Bombardier Transportation Implements Model-Based Design to Accelerate Rail Propulsion System Development
Reduce embedded control software lead times for rail propulsion systems
Use Model-Based Design to validate requirements, verify designs, and generate production code for embedded targets
- Costs reduced by 45%, lead time by 35%
- Adoption of new workflow streamlined
- Code implementation delays minimized
“Our Simulink models serve as a single, cohesive source of our design—including documentation and implementation—which lowers costs and makes changes easier to implement. As we add more automated tests, we reduce certification costs, as well.”Claes Lindskog, Bombardier Transportation
New designs for light rail, metro, commuter, intercity, locomotives, and high-speed trains must meet the specific needs of the cities or regions the vehicles will serve. In addition, software systems for these vehicles must comply with local and country-specific regulations, as well as with industry standards such as EN 50128 and EN 50657.
In the rail transportation industry, system tests often cannot be performed until a complete vehicle is built and on tracks. Discovering a missing requirement or a misunderstanding in requirements at this phase is exceptionally costly. Engineers at Alstom, formerly Bombardier Transportation, shortened lead times and reduced development costs for the company’s MITRAC propulsion and control systems by adopting Model-Based Design with MATLAB® and Simulink®.
“With Model-Based Design, we validate customer requirements and our designs much earlier, which enables us to reduce risk and shorten lead times by 35% or more,” says Claes Lindskog, manager of propulsion control, platform development at Bombardier Transportation. “Generating embedded code from our models enables us to merge design and implementation teams, minimizing delays and further reducing lead times.”
Before they adopted Model-Based Design, Bombardier followed a traditional waterfall workflow for control software development: One team was responsible for the requirements and design, which would be handed off to a second team for implementation via traditional hand coding, which is both manual and error prone. Most testing was done in a hardware-in-the-loop environment followed by a combined hardware/software system test, and some tests had to be conducted on the train itself. If errors are discovered late in this process, it can lead to weeks or even months of costly rework and delays.
Bombardier needed an approach that would enable them to avoid project delays and cost overruns due to ambiguous requirements, complex standards, and the inability to test designs until late in the development process.
Recognizing that adopting a new methodology would be organizationally challenging, they wanted to smooth the transition by providing engineering teams with appropriate support.
Bombardier adopted Model-Based Design and worked with MathWorks to facilitate the transition to the new development approach.
Bombardier engineering teams attended seminars conducted by MathWorks engineers that focused on detecting and correcting design errors through simulation. Following these sessions, Bombardier engineers worked with MathWorks support on a pilot to demonstrate the concept in an actual customer delivery project.
In one instance, the team created an electrical and control system model in MATLAB and Simulink. By simulating the model, they identified an electrical fault that typically would not have been found until a combined system test. The success of the modeling, which had an ROI of more than 100%, helped reduce organizational resistance to the new development approach.
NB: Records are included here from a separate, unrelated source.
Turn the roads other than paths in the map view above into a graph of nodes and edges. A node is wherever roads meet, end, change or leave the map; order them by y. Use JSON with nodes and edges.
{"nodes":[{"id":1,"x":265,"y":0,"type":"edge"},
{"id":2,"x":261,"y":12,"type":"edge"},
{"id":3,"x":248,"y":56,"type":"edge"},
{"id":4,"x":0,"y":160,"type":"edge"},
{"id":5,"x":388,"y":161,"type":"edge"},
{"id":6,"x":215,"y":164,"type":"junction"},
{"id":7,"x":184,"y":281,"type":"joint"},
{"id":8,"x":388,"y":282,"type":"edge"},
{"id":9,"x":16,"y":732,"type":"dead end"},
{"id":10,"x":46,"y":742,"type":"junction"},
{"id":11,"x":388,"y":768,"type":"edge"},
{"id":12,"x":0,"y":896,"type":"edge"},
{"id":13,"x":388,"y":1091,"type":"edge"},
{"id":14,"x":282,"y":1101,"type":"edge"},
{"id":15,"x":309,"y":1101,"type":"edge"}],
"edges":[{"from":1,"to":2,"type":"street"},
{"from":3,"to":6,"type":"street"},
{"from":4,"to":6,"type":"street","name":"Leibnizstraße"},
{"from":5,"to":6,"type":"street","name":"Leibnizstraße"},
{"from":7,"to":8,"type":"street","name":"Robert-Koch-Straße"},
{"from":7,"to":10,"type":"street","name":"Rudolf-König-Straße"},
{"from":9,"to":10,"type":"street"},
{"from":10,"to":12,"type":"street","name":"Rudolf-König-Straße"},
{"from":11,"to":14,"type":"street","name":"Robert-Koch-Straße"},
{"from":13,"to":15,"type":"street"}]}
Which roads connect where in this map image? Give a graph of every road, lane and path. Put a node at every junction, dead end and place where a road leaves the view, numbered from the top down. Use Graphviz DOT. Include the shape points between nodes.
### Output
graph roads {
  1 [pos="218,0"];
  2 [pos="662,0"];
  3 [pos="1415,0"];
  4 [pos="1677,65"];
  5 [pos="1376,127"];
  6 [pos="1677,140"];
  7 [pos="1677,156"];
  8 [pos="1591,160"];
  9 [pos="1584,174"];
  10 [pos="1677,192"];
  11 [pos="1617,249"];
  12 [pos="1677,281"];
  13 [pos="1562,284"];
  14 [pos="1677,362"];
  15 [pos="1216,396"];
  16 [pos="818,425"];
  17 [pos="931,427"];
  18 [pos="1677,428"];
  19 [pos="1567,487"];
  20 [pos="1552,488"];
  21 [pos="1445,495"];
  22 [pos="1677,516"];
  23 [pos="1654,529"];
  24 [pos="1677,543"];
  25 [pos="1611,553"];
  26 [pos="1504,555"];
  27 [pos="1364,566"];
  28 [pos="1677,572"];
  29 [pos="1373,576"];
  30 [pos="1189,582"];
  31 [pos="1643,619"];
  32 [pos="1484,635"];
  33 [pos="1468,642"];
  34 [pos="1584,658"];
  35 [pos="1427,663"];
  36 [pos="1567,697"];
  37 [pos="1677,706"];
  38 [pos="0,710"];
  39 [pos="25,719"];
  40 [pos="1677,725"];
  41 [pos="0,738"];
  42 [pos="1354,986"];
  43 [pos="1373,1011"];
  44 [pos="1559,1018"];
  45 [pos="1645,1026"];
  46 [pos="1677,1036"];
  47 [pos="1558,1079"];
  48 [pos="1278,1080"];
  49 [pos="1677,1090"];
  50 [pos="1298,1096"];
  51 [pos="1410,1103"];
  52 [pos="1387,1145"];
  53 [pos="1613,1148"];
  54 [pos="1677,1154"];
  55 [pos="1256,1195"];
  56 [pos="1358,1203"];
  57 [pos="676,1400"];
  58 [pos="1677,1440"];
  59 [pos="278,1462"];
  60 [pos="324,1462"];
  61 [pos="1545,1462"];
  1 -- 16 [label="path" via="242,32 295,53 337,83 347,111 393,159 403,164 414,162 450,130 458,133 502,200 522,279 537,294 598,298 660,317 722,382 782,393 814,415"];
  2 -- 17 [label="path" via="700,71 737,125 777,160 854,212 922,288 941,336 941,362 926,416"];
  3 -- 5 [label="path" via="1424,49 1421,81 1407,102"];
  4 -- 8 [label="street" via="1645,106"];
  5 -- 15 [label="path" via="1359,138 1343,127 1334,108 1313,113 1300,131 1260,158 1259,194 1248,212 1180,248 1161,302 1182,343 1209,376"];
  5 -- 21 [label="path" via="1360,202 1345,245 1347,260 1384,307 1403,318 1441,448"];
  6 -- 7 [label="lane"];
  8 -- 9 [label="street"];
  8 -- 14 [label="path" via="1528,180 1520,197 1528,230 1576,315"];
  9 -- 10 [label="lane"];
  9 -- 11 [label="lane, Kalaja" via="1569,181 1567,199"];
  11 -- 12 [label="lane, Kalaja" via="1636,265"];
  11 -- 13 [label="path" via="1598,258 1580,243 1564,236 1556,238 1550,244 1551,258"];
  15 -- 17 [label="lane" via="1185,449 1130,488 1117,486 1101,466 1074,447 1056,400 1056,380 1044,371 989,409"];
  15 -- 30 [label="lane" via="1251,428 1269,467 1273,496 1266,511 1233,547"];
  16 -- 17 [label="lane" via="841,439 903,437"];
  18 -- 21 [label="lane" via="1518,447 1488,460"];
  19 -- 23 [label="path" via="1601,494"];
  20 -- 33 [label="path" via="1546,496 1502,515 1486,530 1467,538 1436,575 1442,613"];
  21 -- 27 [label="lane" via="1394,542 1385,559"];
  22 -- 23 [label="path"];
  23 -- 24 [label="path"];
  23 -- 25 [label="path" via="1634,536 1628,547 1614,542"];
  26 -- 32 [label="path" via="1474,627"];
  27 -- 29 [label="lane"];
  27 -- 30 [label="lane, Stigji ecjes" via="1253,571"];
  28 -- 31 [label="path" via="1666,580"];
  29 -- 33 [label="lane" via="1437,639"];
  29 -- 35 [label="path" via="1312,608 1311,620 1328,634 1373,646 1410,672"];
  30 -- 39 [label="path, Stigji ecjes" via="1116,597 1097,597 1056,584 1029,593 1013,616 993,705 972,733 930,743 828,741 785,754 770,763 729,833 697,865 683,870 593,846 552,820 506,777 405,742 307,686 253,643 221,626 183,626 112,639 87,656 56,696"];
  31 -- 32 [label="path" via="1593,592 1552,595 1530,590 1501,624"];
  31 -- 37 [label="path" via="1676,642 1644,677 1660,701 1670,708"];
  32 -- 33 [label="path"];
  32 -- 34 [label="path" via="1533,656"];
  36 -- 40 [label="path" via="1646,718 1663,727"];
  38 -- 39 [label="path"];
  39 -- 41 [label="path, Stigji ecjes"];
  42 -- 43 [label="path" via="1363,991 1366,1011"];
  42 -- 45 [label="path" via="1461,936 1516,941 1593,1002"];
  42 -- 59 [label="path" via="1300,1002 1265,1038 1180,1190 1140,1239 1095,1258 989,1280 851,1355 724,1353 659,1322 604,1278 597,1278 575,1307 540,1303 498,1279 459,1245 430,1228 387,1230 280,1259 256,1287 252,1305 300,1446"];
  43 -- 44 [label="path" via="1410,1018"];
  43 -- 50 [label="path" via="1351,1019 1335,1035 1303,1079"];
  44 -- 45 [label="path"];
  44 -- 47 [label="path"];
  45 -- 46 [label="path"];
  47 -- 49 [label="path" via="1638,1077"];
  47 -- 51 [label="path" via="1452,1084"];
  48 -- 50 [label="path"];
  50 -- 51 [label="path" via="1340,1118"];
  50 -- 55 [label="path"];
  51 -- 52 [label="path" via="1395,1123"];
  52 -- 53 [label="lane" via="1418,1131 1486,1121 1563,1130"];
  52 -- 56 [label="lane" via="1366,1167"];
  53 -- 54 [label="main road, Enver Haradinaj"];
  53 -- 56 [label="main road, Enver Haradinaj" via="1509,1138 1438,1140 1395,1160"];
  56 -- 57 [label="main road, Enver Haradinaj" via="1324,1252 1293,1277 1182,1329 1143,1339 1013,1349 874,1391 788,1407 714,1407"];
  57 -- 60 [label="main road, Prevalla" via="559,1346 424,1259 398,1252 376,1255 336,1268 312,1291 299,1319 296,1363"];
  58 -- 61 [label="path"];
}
In the new workflow, Bombardier engineers configure and adapt control models provided in Simulink to satisfy customer-defined requirements captured in IBM® Rational® DOORS® or Microsoft® Word documents. They then create electrical hardware (plant) models of the propulsion systems and run closed-loop simulations to validate requirements, verify functionality, and assess controller performance.
They generate C code from their controller models using Embedded Coder®. After compiling the code and deploying it to an embedded target, they run hardware-in-the-loop (HIL) tests to verify the real-time operation of the software. HIL tests are followed by tests on propulsion hardware in the lab and then on the actual train.
Bombardier engineers are working to extend their workflow to include software-in-the-loop (SIL) and processor-in-the-loop (PIL) testing and use of IEC Certification Kit to streamline EN 50128/EN 50657 certification.
- Costs reduced by 45%, lead time by 35%. “For one of our first projects with Model-Based Design, we developed a complex new function requested by a customer,” says Lindskog. “Compared with using our traditional approach, with Model-Based Design we required far fewer design, implementation, test, and documentation iterations, resulting in a cost reduction of 45% and a lead time reduction of 35%. The customer was deeply impressed by receiving an extremely challenging function that worked flawlessly from start.”
- Adoption of new workflow streamlined. “Introducing a new way of working is often more complex than you expect it to be,” says Lindskog. “Having technical engagement from MathWorks helped not only to address technical issues but also to ensure that the approach we were taking aligned with industry best practices.”
- Code implementation delays minimized. “Having separate teams for design and implementation led to misunderstandings; it also meant we faced delays of two weeks or more if the implementation team was busy,” notes Pontus Jernberg, software application engineer at Bombardier Transportation. “Now we work as one team, and implementation is practically immediate because we generate code with Embedded Coder.”